> **WHAT IS REQUIRED**: Pick out the lines below that include the string "ends".

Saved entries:

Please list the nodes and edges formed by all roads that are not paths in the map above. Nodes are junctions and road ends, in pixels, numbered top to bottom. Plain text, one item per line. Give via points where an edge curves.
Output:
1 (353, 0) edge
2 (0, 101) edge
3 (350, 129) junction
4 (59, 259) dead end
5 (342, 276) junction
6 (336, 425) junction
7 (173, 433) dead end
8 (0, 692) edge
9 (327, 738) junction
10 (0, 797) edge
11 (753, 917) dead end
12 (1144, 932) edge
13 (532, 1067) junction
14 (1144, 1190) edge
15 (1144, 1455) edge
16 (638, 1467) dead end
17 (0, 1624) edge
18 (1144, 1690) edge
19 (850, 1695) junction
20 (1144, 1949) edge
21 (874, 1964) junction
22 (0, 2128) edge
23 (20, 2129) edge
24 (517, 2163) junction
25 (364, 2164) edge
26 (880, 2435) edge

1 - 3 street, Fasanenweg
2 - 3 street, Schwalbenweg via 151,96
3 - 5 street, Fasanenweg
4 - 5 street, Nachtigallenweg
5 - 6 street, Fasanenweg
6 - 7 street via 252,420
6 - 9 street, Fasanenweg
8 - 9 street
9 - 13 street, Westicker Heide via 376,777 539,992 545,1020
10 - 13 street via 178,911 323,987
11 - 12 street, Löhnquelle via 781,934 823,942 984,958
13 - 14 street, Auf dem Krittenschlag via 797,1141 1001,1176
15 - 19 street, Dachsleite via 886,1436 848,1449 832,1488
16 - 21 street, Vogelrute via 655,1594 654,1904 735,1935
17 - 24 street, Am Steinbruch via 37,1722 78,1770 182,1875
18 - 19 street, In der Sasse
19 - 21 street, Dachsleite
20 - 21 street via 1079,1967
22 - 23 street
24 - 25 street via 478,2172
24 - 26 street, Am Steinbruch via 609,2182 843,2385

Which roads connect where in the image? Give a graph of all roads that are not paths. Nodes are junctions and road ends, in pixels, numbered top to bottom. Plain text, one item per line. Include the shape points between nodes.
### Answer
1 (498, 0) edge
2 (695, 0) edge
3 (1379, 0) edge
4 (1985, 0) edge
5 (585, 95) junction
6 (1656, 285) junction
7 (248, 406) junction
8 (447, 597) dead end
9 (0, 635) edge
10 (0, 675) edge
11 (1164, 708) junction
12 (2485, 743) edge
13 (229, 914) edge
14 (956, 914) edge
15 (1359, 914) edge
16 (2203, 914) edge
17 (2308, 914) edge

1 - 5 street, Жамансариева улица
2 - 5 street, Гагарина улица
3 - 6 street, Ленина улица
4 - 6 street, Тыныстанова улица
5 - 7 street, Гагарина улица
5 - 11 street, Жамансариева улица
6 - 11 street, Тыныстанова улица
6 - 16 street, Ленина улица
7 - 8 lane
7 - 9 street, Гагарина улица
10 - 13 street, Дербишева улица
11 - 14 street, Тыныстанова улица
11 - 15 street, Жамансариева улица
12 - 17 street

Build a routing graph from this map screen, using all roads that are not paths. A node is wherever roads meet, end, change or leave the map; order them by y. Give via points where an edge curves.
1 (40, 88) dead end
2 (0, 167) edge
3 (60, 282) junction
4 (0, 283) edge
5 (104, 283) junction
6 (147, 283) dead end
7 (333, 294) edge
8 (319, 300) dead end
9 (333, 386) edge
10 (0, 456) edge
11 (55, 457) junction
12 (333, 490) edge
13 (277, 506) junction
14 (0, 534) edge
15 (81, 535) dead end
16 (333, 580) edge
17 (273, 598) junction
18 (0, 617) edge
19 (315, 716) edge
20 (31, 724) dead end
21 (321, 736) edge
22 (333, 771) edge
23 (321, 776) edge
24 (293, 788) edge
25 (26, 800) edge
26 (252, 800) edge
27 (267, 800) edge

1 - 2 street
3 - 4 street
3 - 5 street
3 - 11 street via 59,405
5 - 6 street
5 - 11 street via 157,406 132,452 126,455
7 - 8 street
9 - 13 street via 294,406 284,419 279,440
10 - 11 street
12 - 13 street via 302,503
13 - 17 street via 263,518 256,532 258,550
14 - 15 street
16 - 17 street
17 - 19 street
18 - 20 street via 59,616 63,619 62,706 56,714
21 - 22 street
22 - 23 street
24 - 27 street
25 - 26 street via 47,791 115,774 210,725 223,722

> **TASK RESULT**:
Please list the nodes and edges formed by all roads that are not paths in the map above. Nodes are junctions and road ends, in pixels, numbered top to bottom. Plain text, one item per line. Give via points where an edge curves.
Which roads connect where in the image? Give a graph of all roads that are not paths. Nodes are junctions and road ends, in pixels, numbered top to bottom. Plain text, one item per line. Include the shape points between nodes.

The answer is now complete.